Get rid of the malloc and make use of RAII for this:

std::vector<BYTE> bytes;
for (auto const& x : DataVector)
    bytes.insert(bytes.end(), x.first, x.first+x.second);

// bytes now contains all images buttressed end-to-end.
std::cout << bytes.size() << '\n';

To avoid potential resize slow-lanes, you can enumerate the size calculation first, then .reserve() the space ahead of time:

std::size_t total_len = 0;
for (auto const& x : DataVector)
    total_len += x.second;

std::vector<BYTE> bytes;
bytes.reserve(total_len);
for (auto const& x : DataVector)
    bytes.insert(bytes.end(), x.first, x.first+x.second);

// bytes now contains all images buttressed end-to-end.
std::cout << bytes.size() << '\n';

But if all you want to do is dump these contiguously to disk, then why not simply:

std::ofstream outp("outfile.bin", std::ios::out|std::ios::binary);
for (auto const& x : DataVector)
    outp.write(static_cast<const char*>(x.first), x.second);
outp.close();

skipping the middle man entirely.

And honestly, unless there is a good reason to do otherwise, it is highly likely your DataVector would be better off as simply a std::vector< std::vector<BYTE> > in the first place.


Update

If recovery is needed, you can't just do this as above. The minimal artifact that is missing is the description of the data itself. In this case the description is the actual length of each pair segment. To accomplish that the length must be stored along with the data. Doing that is trivial unless you also need it portable to platform-independence.
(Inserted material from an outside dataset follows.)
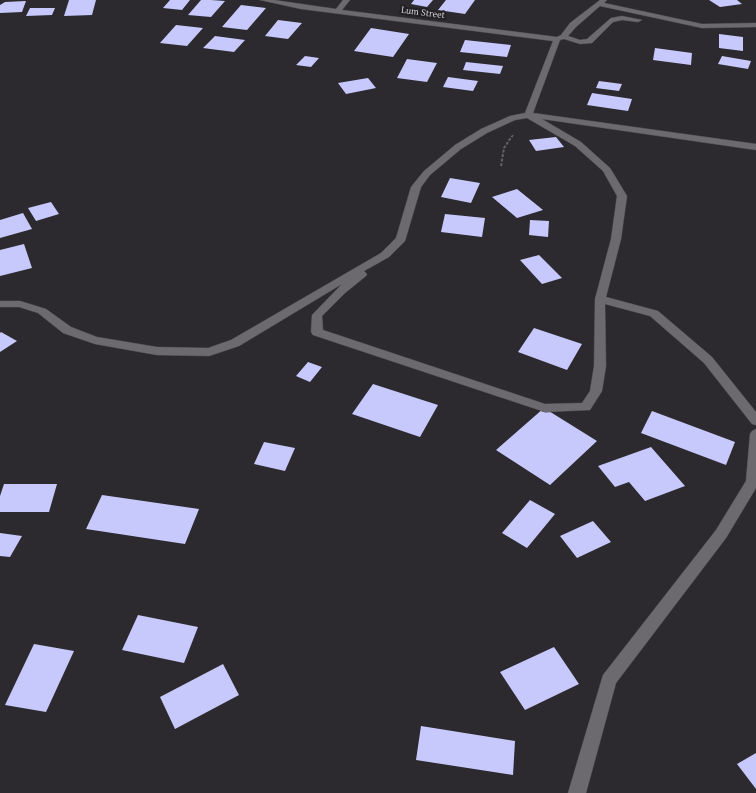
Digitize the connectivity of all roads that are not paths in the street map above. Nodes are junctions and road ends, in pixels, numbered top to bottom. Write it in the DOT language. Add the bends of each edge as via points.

If that last sentence made you raise your brow, consider the problems with doing something as simple as this:

std::ofstream outp("outfile.bin", std::ios::out|std::ios::binary);
for (auto const& x : DataVector)
{
    uint64_t len = static_cast<uint64_t>(x.first);
    outp.write(reinterpret_cast<const char *>(&len), sizeof(len));
    outp.write(static_cast<const char*>(x.first), x.second);
}
outp.close();

Well, now you can read each file by doing this:

  • Read a uint64_t to obtain the byte length of the data to follow
  • Read the data of that length

But this has inherent problems. It isn't portable at all. The endian-representation of the reader's platform had better match that of the writer, or this is utter fail. To accommodate this limitation the length preamble must be written in a platform-independent manner, which is tedious and a foundational reason why serialization libraries and their protocols exit in the first place.

If you haven't second-guessed what you're doing and how you're doing it by this point, you may want to read this again.